Which lines of the records below contain the word "paths"? Report each of them in full.

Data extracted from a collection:
*****
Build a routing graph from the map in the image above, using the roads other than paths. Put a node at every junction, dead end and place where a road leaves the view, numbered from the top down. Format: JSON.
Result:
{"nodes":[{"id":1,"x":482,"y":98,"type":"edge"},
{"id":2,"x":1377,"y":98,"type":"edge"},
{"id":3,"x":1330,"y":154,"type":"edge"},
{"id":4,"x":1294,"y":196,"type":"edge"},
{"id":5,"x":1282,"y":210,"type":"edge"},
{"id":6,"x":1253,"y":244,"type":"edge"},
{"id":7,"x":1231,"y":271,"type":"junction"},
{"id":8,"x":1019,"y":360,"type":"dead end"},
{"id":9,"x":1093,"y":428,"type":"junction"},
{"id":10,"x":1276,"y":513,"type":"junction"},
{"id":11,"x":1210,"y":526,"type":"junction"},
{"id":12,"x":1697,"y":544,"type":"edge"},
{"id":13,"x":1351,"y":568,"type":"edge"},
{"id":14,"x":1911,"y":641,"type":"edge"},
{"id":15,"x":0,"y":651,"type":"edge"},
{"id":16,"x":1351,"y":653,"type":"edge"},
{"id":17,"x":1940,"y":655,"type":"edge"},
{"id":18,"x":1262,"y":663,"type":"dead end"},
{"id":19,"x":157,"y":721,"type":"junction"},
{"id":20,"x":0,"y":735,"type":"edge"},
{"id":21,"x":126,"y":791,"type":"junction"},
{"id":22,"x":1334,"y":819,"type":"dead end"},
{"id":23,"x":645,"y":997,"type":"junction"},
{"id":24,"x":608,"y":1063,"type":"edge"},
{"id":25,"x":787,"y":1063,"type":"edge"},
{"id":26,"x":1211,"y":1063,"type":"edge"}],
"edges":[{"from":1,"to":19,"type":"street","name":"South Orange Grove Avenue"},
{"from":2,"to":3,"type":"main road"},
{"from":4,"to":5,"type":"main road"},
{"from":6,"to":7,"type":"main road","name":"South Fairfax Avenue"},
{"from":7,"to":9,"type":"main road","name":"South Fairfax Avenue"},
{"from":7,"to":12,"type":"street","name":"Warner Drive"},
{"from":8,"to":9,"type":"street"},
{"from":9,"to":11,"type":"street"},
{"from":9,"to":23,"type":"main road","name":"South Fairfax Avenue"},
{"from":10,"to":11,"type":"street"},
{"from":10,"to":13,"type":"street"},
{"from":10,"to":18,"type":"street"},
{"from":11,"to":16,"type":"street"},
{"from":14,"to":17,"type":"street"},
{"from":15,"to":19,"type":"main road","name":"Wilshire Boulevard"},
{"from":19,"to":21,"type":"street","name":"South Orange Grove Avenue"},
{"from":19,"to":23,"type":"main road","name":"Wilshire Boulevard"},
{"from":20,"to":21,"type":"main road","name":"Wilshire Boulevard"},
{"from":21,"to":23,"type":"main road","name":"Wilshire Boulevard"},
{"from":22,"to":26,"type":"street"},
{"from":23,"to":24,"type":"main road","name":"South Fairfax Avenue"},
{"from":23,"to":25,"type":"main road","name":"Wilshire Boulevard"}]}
*****
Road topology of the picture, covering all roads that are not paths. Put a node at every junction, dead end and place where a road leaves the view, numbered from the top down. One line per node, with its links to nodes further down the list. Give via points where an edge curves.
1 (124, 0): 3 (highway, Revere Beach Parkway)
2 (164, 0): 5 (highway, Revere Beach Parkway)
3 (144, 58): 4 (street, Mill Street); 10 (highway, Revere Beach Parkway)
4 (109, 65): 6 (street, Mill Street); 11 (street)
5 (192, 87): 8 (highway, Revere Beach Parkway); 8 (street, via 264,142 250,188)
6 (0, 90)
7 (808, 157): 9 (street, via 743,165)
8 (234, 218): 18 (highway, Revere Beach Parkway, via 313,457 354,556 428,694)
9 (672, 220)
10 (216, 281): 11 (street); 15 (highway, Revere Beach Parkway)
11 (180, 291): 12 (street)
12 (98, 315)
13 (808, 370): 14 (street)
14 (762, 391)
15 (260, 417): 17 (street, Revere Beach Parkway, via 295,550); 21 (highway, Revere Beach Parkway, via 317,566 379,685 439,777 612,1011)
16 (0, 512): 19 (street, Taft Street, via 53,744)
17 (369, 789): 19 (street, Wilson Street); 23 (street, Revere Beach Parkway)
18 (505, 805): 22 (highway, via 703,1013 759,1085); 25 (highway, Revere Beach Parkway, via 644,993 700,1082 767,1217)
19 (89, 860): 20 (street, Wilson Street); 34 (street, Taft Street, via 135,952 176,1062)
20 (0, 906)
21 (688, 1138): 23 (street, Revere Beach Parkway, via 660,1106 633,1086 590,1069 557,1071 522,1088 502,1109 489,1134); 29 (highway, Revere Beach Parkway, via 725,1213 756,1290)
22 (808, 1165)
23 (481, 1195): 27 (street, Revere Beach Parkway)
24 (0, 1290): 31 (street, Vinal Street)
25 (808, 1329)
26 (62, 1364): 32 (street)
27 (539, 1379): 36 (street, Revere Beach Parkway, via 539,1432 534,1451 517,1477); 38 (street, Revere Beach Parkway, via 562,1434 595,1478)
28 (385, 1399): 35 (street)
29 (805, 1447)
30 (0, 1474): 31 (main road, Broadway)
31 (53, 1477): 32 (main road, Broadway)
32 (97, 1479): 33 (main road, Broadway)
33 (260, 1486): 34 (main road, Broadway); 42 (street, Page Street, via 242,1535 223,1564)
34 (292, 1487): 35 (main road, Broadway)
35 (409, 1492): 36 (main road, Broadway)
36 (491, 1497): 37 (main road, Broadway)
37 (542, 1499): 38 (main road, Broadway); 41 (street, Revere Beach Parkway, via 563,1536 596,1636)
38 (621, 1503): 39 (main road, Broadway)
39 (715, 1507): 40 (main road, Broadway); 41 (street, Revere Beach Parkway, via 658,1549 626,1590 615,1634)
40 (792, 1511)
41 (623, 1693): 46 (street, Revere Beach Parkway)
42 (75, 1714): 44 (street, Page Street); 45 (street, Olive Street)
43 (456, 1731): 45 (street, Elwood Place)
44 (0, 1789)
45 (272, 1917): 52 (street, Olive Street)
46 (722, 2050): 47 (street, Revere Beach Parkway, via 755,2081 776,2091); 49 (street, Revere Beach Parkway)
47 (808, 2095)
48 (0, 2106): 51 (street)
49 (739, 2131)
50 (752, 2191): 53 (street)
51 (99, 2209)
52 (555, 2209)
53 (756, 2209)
*****
Reply to the task:
Build a routing graph from the map in the image above, using the roads other than paths. Put a node at every junction, dead end and place where a road leaves the view, numbered from the top down. Format: JSON.
Road topology of the picture, covering all roads that are not paths. Put a node at every junction, dead end and place where a road leaves the view, numbered from the top down. One line per node, with its links to nodes further down the list. Give via points where an edge curves.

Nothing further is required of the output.